• Apache Kafka
  • Dev Rel
  • Technical
Why is Apache Kafka® Tiered Storage More Like a Dam than a Fountain? Part 1

Instaclustr recently announced the availability of a public preview of Apache Kafka® tiered storage. This is a long-awaited “feature” (more a fundamental architectural shift really), proposed in KIP-405 in 2019, which finally appeared in Kafka version 3.6.0 late last year (KAFKA-7739).

Tiered storage is still “early access” so is not currently recommended for use in production and comes with some limitations. Kafka version 3.8.0 was released while I was writing this (July 30, 2024) and has many tiered storage bug fixes), so keep a look out for the production-ready version.

What is Apache Kafka “Tiered Storage”?

Put simply, it’s a way of “tiering” the Kafka data (records, associated with topics and partitions) so that cheaper and bigger storage can be used in conjunction with the existing local storage.

Previously, a Kafka cluster was only made up of multiple identical brokers that provide both compute and storage resources. To increase storage you had to add more brokers or increase the size of brokers (change to brokers with larger disks).

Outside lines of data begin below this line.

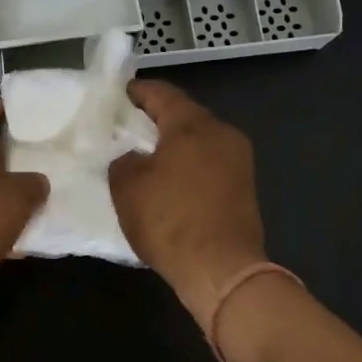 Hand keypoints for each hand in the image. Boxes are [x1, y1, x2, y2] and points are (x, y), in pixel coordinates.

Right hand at [109, 81, 266, 331]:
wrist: (222, 270)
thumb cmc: (170, 220)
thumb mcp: (127, 187)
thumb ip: (123, 160)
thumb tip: (133, 157)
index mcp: (193, 124)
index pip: (161, 93)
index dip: (136, 91)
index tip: (117, 95)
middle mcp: (222, 132)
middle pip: (184, 114)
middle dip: (155, 118)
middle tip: (126, 126)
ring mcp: (238, 159)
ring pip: (199, 139)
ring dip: (174, 143)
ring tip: (145, 154)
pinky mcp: (244, 186)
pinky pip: (209, 162)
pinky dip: (188, 163)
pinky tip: (169, 179) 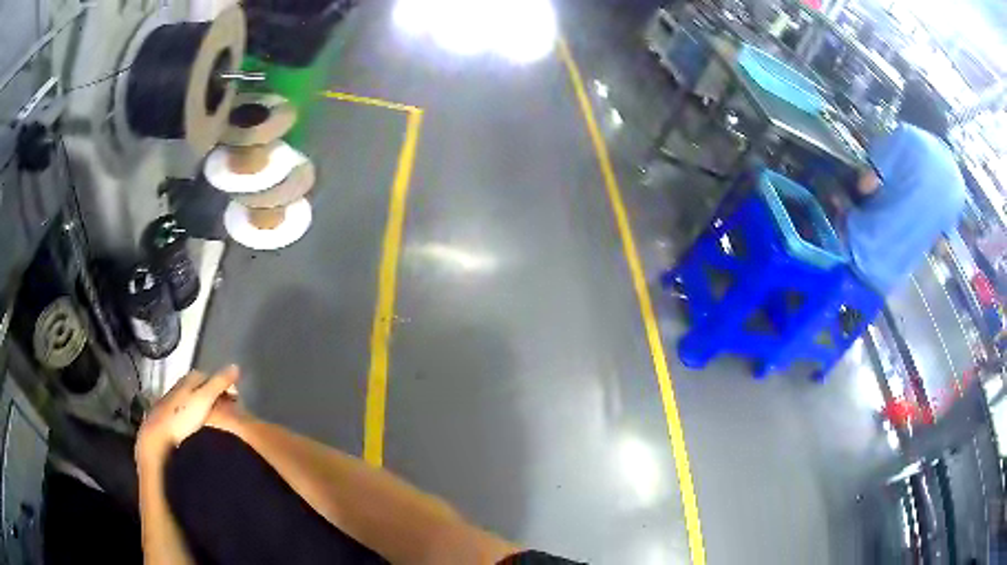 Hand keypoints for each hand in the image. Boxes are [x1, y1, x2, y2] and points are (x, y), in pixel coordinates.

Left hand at [136, 365, 239, 466]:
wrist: (158, 434)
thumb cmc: (183, 416)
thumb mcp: (205, 399)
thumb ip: (219, 383)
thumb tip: (236, 366)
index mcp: (190, 378)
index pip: (210, 376)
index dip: (223, 385)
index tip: (235, 400)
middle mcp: (181, 384)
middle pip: (202, 386)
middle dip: (215, 395)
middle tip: (228, 411)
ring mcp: (174, 399)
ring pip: (194, 398)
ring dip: (205, 405)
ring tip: (217, 420)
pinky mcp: (170, 413)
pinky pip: (187, 409)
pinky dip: (196, 413)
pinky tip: (199, 425)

But by doing this you are also increasing the compute capacity of the cluster, so you can’t increase storage capacity independent of compute capacity.

So, What’s Changed?

Apache Kafka calls this a new feature, but in my opinion, it’s a fundamental architectural shift from a relatively simple homogeneous cluster architecture to a (more complex) heterogeneous tiered architecture. With tiered storage, you now have the option to have essentially infinite record storage using cheaper cloud storage.

Some local storage is still required, but you can potentially reduce the amount of local storage needed, and/or increase the total amount of storage in use (and therefore how much data and how long the records are maintained for) by copying records to cloud storage.

If you need to read older records that are only available on cloud storage, they are automatically moved back to the brokers. All of this comes with no major changes to the Kafka clients (producers and consumers), but there are a few extra topic configurations for consumers; the tiered storage works transparently.  

Kafka is a streaming system and streams, by definition, are fast-moving, continuous, unbounded, and essentially infinitethe data just keeps coming and you may want to go back to the source again multiple times for various use cases. As a result, Kafka water metaphors are common, including the “Current” conference.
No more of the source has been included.